Untuk memulai hidup sehat dan memiliki sistem sanitasi yang baik membutuhkan suatu inovasi teknologi yang ramah lingkungan, salah satu teknologi yang dapat diterapkan adalah teknologi Composting toilet. Teknologi ini merupakan suatu sistem toilet sederhana yang hemat air dan tetap higienis. Tidak perlu mempertahankan toilet konvensional yang boros air, akan tetapi harus memikirkan toilet alternative yang hemat air dantidak menimbulkan bau.

Ide composting toilet diambil dari sistem toilet cubluk yang banyak dipakai oleh masyarakat Indonesia. Toilet ini dapat disesuaikan dengan kebutuhan dari setiap pengguna. Manfaat yang didapat dengan menggunakan composting toilet adalah menghemat penggunaan air bersih sehingga air bersih yang tadinya digunakan untuk penyiraman toilet dapat digunakan untuk kegiatan yang lain, teknologi ini tidak menimbulkan bau pada saat proses pengomposan, tidak memerlukan banyak energi, tidak membutuhkan sumber daya alam yang banyak, kompos yang dihasilkan dapat dimanfaatkan sebagai kondisioner buat tanaman.

Keuntungan yang  didapat dengan menggunakan composting toilet yaitu hasil akhir dari pengomposan dapat dimanfaatkan untuk pupuk atau kondisioner tanah maupun tanaman, dapat mengurangi penggunaan air bersih. Dengan menggunakan sistem ini dapat menerima limbah yang berasal dari dapur, dapat mengurangi jumlah limbah yang akan dibuang ke lingkungan.

Pada prinsipnya, ada beberapa hal yang harus disiapkan untuk membuat composting toilet, yaitu lubang tinja dan kotak penampungan tinja, serbuk kayu, pipa aliran udara untuk sirkulasi udara, pintu akses untuk pemanenan kompos.
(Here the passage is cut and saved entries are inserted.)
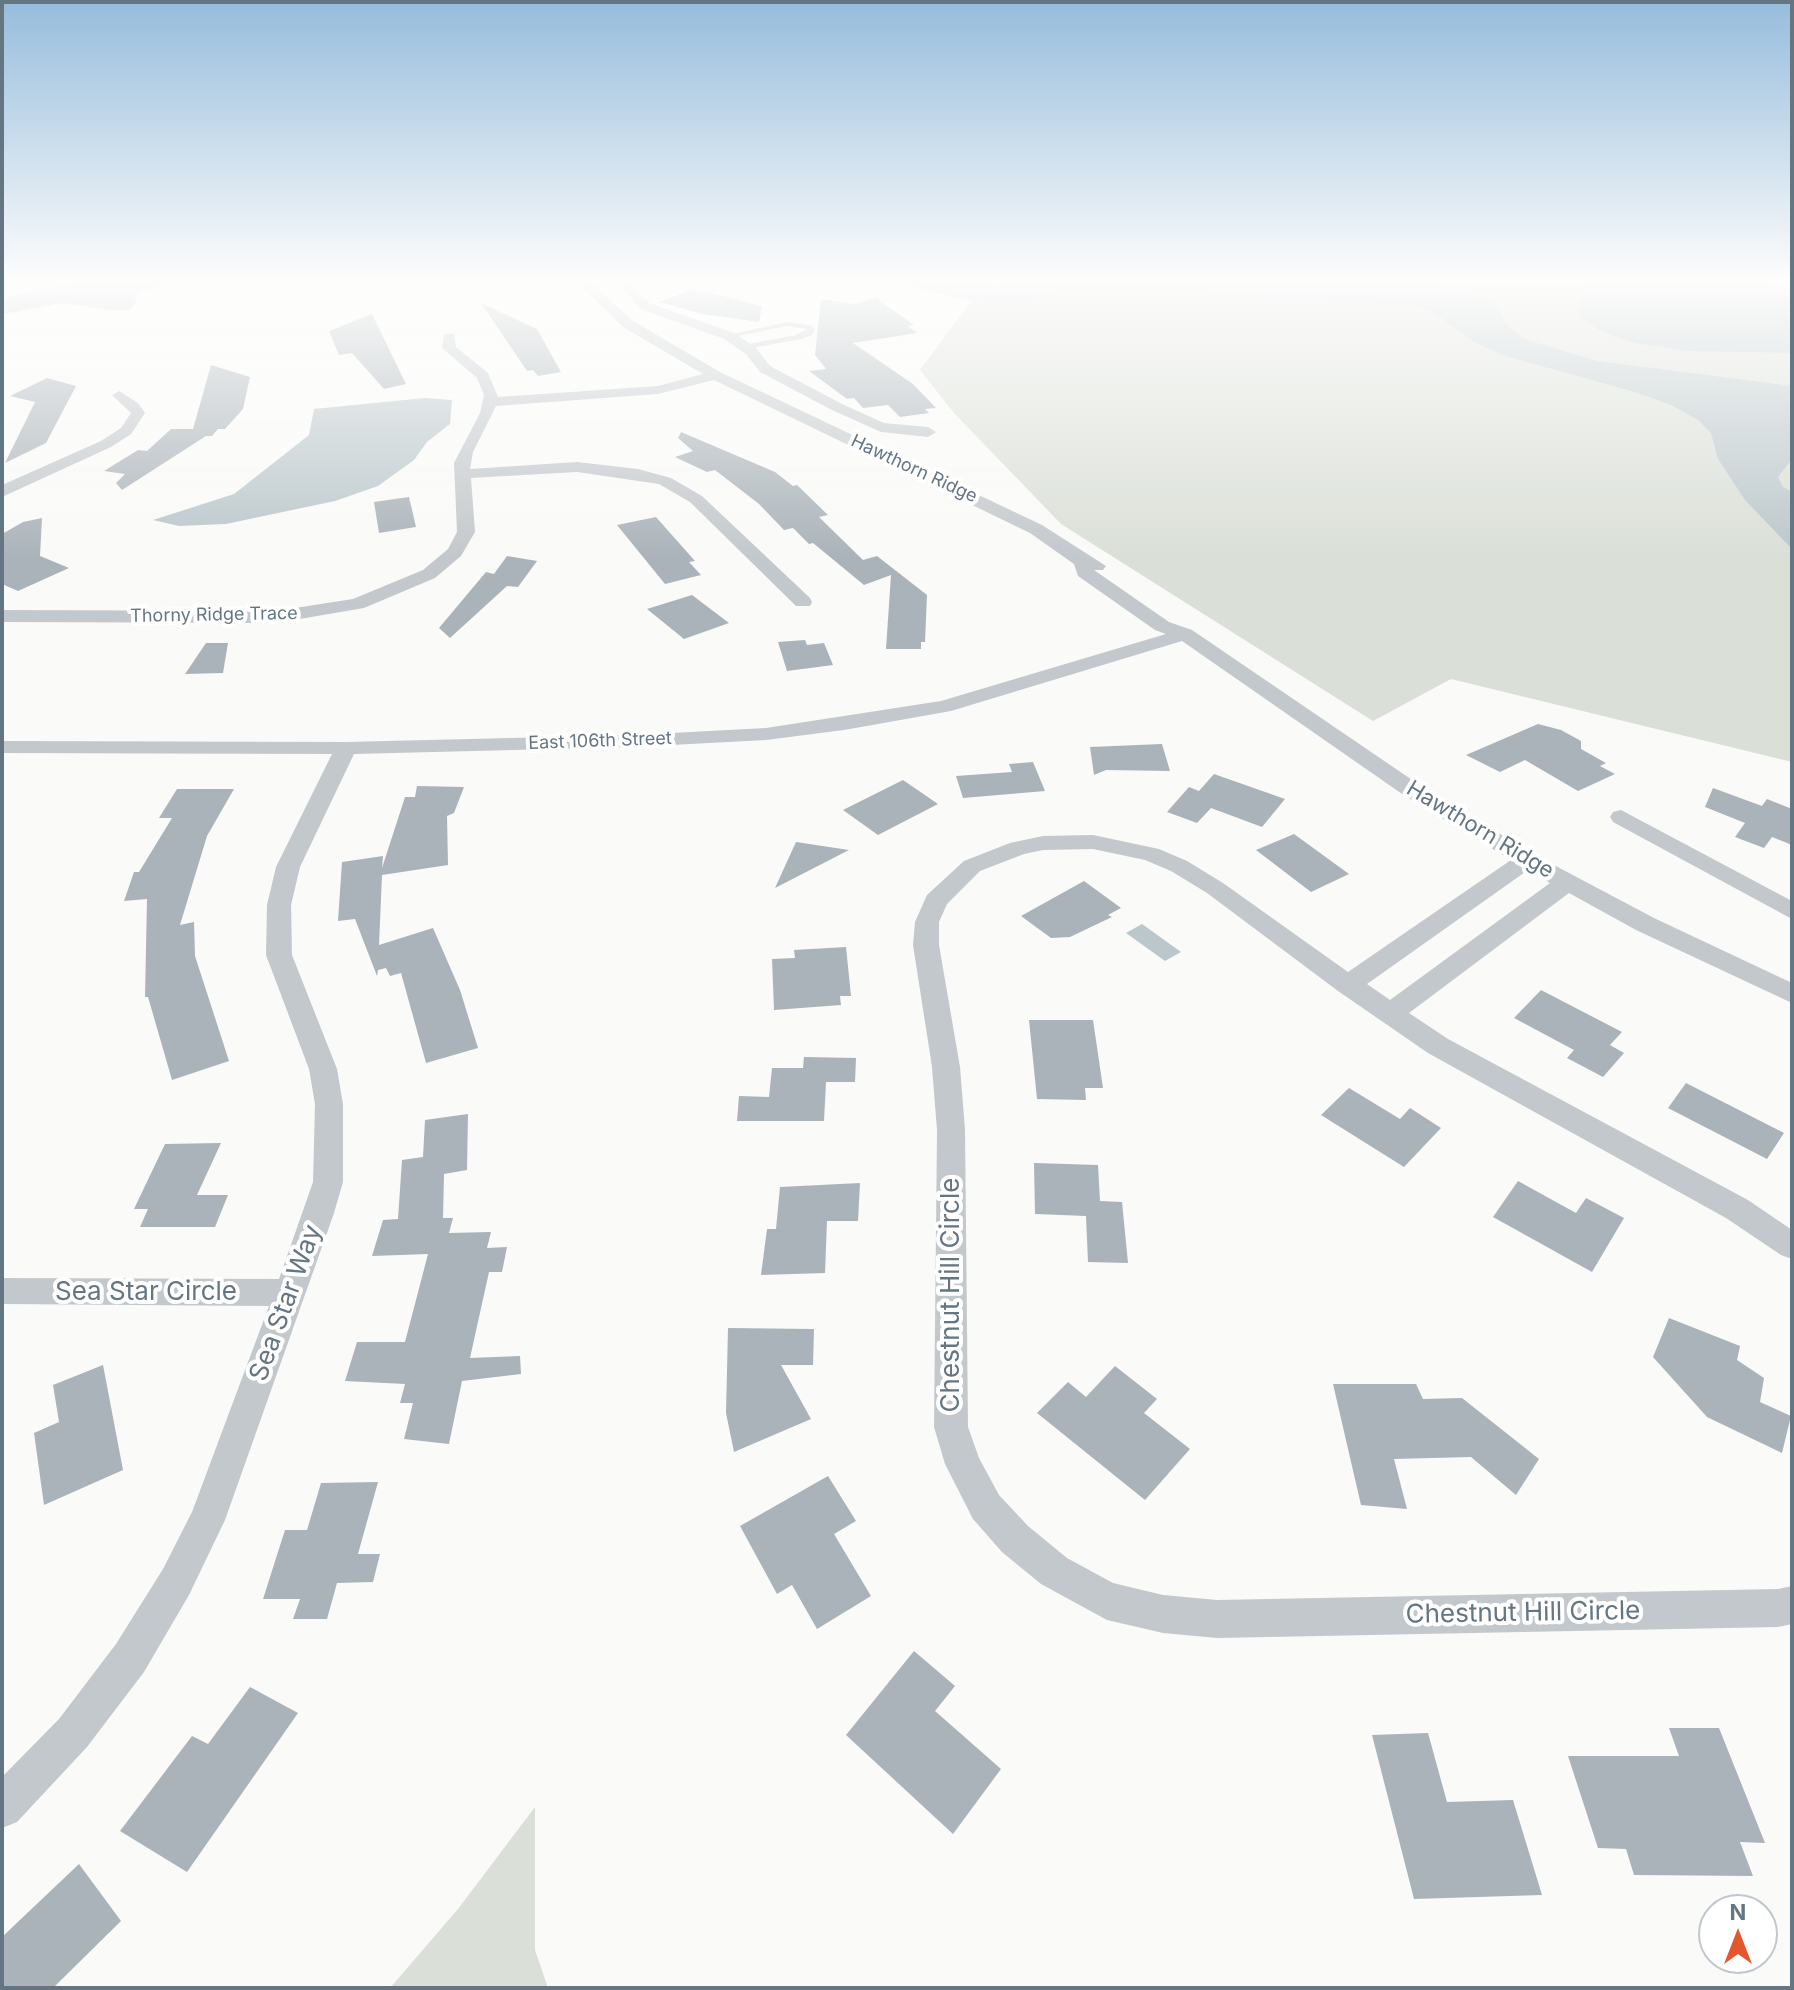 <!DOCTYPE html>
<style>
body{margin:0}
#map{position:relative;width:1794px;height:1990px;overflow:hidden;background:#fafaf8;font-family:Inter,sans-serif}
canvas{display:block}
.frame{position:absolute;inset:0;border:4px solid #657683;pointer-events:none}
.north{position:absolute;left:1698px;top:1894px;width:80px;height:80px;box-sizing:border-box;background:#fff;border:2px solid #c1c8cd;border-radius:50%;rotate:0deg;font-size:22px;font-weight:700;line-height:32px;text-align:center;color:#657683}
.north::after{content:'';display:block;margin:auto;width:28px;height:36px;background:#e4572e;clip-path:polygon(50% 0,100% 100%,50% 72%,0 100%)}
</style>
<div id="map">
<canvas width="1794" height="1990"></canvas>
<div class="frame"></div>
<div class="north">N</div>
</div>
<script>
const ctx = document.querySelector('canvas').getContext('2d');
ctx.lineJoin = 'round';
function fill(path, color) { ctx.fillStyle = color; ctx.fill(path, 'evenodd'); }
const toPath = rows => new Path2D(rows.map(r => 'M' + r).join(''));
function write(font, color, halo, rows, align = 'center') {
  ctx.font = font + ' Inter,sans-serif'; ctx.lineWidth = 8; ctx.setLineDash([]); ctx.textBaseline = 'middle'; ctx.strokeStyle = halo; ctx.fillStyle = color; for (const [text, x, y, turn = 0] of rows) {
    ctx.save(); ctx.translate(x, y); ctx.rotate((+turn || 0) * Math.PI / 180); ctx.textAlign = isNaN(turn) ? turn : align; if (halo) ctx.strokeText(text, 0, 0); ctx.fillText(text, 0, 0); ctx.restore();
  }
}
const green = toPath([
 [893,281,1792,281,1792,762,1451,679,1373,721,1061,524,954,413,920,370,971,301],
 [535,1807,535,1950,548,1988,390,1988,458,1909]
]);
const water = toPath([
 [81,281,174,281,144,290,135,296,136,303,130,310,109,310,63,303,2,314,2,298],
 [893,281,973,281,985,287,1000,288,1040,281,1248,281,1428,286,1482,297,1495,305,1508,326,1524,339,1597,361,1792,386,1792,459,1778,477,1783,487,1792,492,1792,549,1745,500,1718,459,1711,433,1698,420,1669,404,1628,390,1505,356,1474,342,1432,312,1417,306,1098,290,1071,291,1029,302,995,302,971,301],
 [1590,281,1765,281,1772,292,1792,298,1792,353,1687,351,1634,343,1598,330,1580,316,1579,299,1595,283],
 [425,398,452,400,450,424,427,442,414,460,378,486,335,501,226,524,179,526,153,520,234,494,309,435,314,409],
 [1142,924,1181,952,1165,961,1126,933]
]);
const building = toPath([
 [694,289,762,306,759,322,702,314,659,302],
 [876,298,914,325,908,326,917,333,853,343,913,384,936,408,925,409,929,413,900,417,888,405,863,408,854,398,847,399,809,371,826,369,815,355,821,299,854,304],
 [481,303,537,329,561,372,538,376,533,370,527,371],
 [372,314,406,384,384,389,352,353,339,355,329,331],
 [211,365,250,377,243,409,225,429,218,429,212,436,206,436,122,490,116,483,125,474,104,471,138,450,147,451,171,429,193,429],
 [47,378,76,386,46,443,5,463,35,402,10,396],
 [681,432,775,472,793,486,797,485,828,515,819,517,863,560,877,556,927,595,925,642,921,642,921,649,886,649,891,575,864,585,813,543,809,544,793,528,784,530,759,504,715,470,707,472,675,457,693,451,678,438],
 [409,497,416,527,379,533,374,502],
 [656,517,695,561,689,562,701,575,665,584,617,525],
 [42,518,40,556,69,568,18,591,2,584,2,534,23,522],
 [507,556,537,561,518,587,507,586,450,638,439,628,486,572,494,574],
 [692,595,729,623,684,639,647,609],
 [805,640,807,645,824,643,833,665,787,671,778,642],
 [206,643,228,643,223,673,185,674],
 [1538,724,1561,730,1581,741,1581,749,1606,763,1600,766,1615,774,1578,791,1525,760,1500,772,1466,755],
 [1162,744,1170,771,1106,770,1094,775,1090,747],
 [1033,762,1045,791,963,798,956,776,1012,772,1009,764],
 [1214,774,1285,799,1262,827,1211,808,1197,823,1167,812,1189,787,1199,791],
 [903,780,938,804,878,835,843,810],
 [417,786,464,787,454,813,447,816,448,865,382,875,379,945,433,928,460,990,478,1048,426,1063,401,973,390,976,386,968,378,970,377,976,355,919,338,921,342,862,383,856,382,868,405,797,415,797],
 [1713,788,1762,806,1767,799,1792,809,1792,845,1772,837,1764,848,1735,837,1745,823,1705,807],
 [177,789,234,789,207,836,180,925,194,922,195,956,229,1061,172,1080,148,997,145,997,147,899,124,901,134,872,139,872,172,818,159,818],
 [1294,834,1349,874,1311,892,1256,850],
 [796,842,849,850,775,888],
 [1084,881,1121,908,1108,915,1112,917,1070,937,1051,938,1021,916],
 [846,947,851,996,840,996,841,1005,774,1010,772,959,795,958,794,950],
 [1541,990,1622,1032,1610,1045,1624,1053,1603,1077,1567,1058,1574,1050,1514,1018],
 [1029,1020,1093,1020,1103,1088,1085,1088,1086,1100,1037,1099],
 [804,1057,856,1058,855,1082,826,1082,824,1121,737,1121,739,1096,769,1097,772,1068,803,1068],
 [1686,1083,1784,1133,1767,1159,1668,1108],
 [1349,1088,1400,1119,1410,1108,1441,1128,1404,1167,1321,1115],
 [468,1114,467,1170,444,1174,443,1218,453,1218,449,1233,491,1232,487,1248,507,1247,502,1272,489,1272,470,1358,520,1356,521,1374,462,1381,449,1444,404,1439,413,1403,400,1403,405,1384,345,1381,357,1342,405,1342,428,1254,372,1256,383,1220,398,1219,402,1160,423,1157,425,1120],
 [221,1143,197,1195,228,1195,215,1227,140,1227,148,1209,134,1209,165,1144],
 [1034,1163,1098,1165,1100,1201,1122,1202,1128,1263,1088,1262,1086,1216,1035,1214],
 [1518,1181,1576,1213,1586,1198,1624,1218,1592,1272,1493,1217],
 [860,1183,858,1221,827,1221,825,1273,761,1275,767,1229,776,1229,780,1187],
 [1669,1318,1740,1346,1737,1360,1764,1378,1760,1402,1791,1416,1782,1453,1707,1417,1653,1357],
 [728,1328,814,1329,813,1365,781,1365,811,1419,734,1452,726,1413],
 [103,1365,123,1470,44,1505,34,1433,59,1422,53,1385],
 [1115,1366,1157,1399,1144,1413,1190,1449,1145,1500,1037,1413,1068,1382,1086,1397],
 [1333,1384,1416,1384,1423,1399,1462,1398,1539,1459,1516,1495,1471,1457,1394,1459,1407,1509,1361,1505],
 [828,1476,856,1521,834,1534,871,1596,817,1629,792,1585,777,1594,740,1526],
 [378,1482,358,1554,380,1554,373,1582,337,1583,327,1619,293,1619,300,1599,263,1599,285,1530,307,1530,321,1483],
 [914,1651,955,1686,935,1711,1001,1769,953,1834,846,1735],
 [250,1687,298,1713,187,1872,120,1831,192,1736,208,1744],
 [1669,1728,1719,1728,1765,1843,1740,1842,1753,1876,1634,1875,1626,1849,1598,1848,1568,1756,1679,1756],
 [1428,1733,1447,1802,1513,1800,1542,1895,1414,1899,1372,1735],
 [79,1864,121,1921,53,1988,2,1988,2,1937]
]);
const lane = toPath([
 [787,322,810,325,815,329,812,335,801,339,746,349,743,345,796,335,807,329,787,326,729,338,725,336,787,322]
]);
const street = toPath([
 [576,281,589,281,633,321,720,372,1042,525,1106,566,1103,570,1094,570,1169,622,1192,630,1421,786,1535,855,1654,918,1792,983,1792,1003,1636,930,1569,893,1409,1013,1448,1039,1748,1200,1792,1230,1792,1259,1781,1255,1726,1218,1428,1053,1338,991,1207,893,1171,871,1145,860,1093,849,1043,850,1024,854,980,871,947,904,939,922,939,945,960,1067,965,1130,968,1427,979,1458,999,1495,1028,1526,1067,1558,1113,1583,1163,1595,1217,1600,1778,1589,1792,1586,1792,1624,1778,1627,1217,1638,1163,1633,1107,1620,1041,1584,1002,1552,973,1519,945,1464,934,1427,937,1130,932,1067,913,945,915,922,927,895,964,861,1010,843,1043,836,1093,835,1159,849,1187,861,1223,883,1348,972,1511,860,1405,796,1182,641,951,711,844,730,766,740,634,747,354,754,300,867,291,905,292,955,337,1069,343,1104,343,1182,334,1213,225,1520,189,1595,144,1672,87,1747,17,1822,2,1828,2,1777,59,1719,116,1644,163,1569,192,1512,269,1306,2,1304,2,1278,279,1279,313,1182,315,1104,309,1069,266,955,267,905,276,867,332,754,2,753,2,741,346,742,634,735,766,728,941,701,1166,634,1155,630,1078,576,1074,564,1030,533,714,380,658,394,496,406,473,452,470,469,577,462,638,469,671,478,702,496,810,598,812,602,810,606,796,606,690,502,659,484,577,472,471,478,475,532,461,556,435,578,364,608,276,623,2,622,2,610,276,611,353,599,423,570,448,549,457,532,454,463,480,413,484,395,477,378,442,348,444,334,454,334,456,347,488,373,498,397,658,386,703,374,623,327,576,281],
 [1528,870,1550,883,1390,1000,1367,984,1528,870],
 [615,281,627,281,649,303,734,333,756,348,770,366,842,404,884,423,928,427,936,432,928,437,881,432,832,410,760,372,746,354,724,339,641,309,615,281],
 [119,391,138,403,145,413,131,434,111,447,2,497,2,485,101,441,121,428,131,413,112,395,119,391],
 [1621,810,1792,901,1792,919,1613,822,1610,817,1613,812,1621,810]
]);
const farStreetnames = [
 ["Hawthorn Ridge",914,469,25],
 ["Thorny Ridge Trace",214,615,-1],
 ["East 106th Street",600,741,-2]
];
const streetNames = [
 ["Hawthorn Ridge",1480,830,31]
];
const nearStreetnames = [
 ["Sea Star Circle",146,1292],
 ["Chestnut Hill Circle",951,1295,-90],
 ["Sea Star Way",286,1303,-70],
 ["Chestnut Hill Circle",1523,1613,-1]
];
fill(green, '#dadfd7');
fill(water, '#bbc7cb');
fill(building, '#aab3b9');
fill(lane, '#c3c8cc');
fill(street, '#c3c8cc');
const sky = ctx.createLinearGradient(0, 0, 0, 559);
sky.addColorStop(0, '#96bcdc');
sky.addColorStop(0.5, '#fdfdfc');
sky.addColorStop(1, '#fdfdfc00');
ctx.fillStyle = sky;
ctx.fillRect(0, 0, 1794, 559);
write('18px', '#657683', '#fff', farStreetnames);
write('22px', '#657683', '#fff', streetNames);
write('26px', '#657683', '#fff', nearStreetnames);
</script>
Composting toilet dapat menggunakan model kloset jongkok maupun kloset duduk. Yang perlu disesuaikan, bagian lubang kloset yang terdiri dari 2 lubang dimana lubang yang besar  digunakan agar kotoran langsung masuk ke tampungan dibawahnya.  Dibagian bawahnya ditaruh kotak yang berfungsi untuk menampung tinja yang nantinya diberi media serbuk kayu, sekam ataupun jerami. Sedangkan lubang yang berukuran kecil digunakan untuk menyalurkan urine yang dihasilkan ditampung ke dalam jerigen yang nantinya dapat dimanfaatkan sebagai pupuk cair.

Jumlah serbuk diperhitungkan berdasarkan frekuensi pemakaian. Setiap orang yang habis melakukan buang air besar, maka wajib memberikan serbuk kayu pada composting toilet sebanyak 1 gayung. Serbuk kayu digunakan karena bahan ini mengandung selulosa. Bahan ini memiliki daya serap tinggi. Secara mikroskopis, serbuk kayu yang berpori-pori membuatnya mampu menangkap materi seperti oksigen (O2) dan air (H2O). Hasil studi menunjukkan serbuk kayu dapat menyimpan udara sebanyak 50 %, menyerap padatan hingga 10-15 %, dan menahan air 35-40%. Campuran serbuk kayu dan tinja tidak memerlukan bakteri tambahan sebagai pengurai. Bakteri alami yang ada sudah mampu mendegradasi kotoran. Selain menguraikan kotoran, serta menguapkan karbondioksida (CO2) dan H2O ke udara.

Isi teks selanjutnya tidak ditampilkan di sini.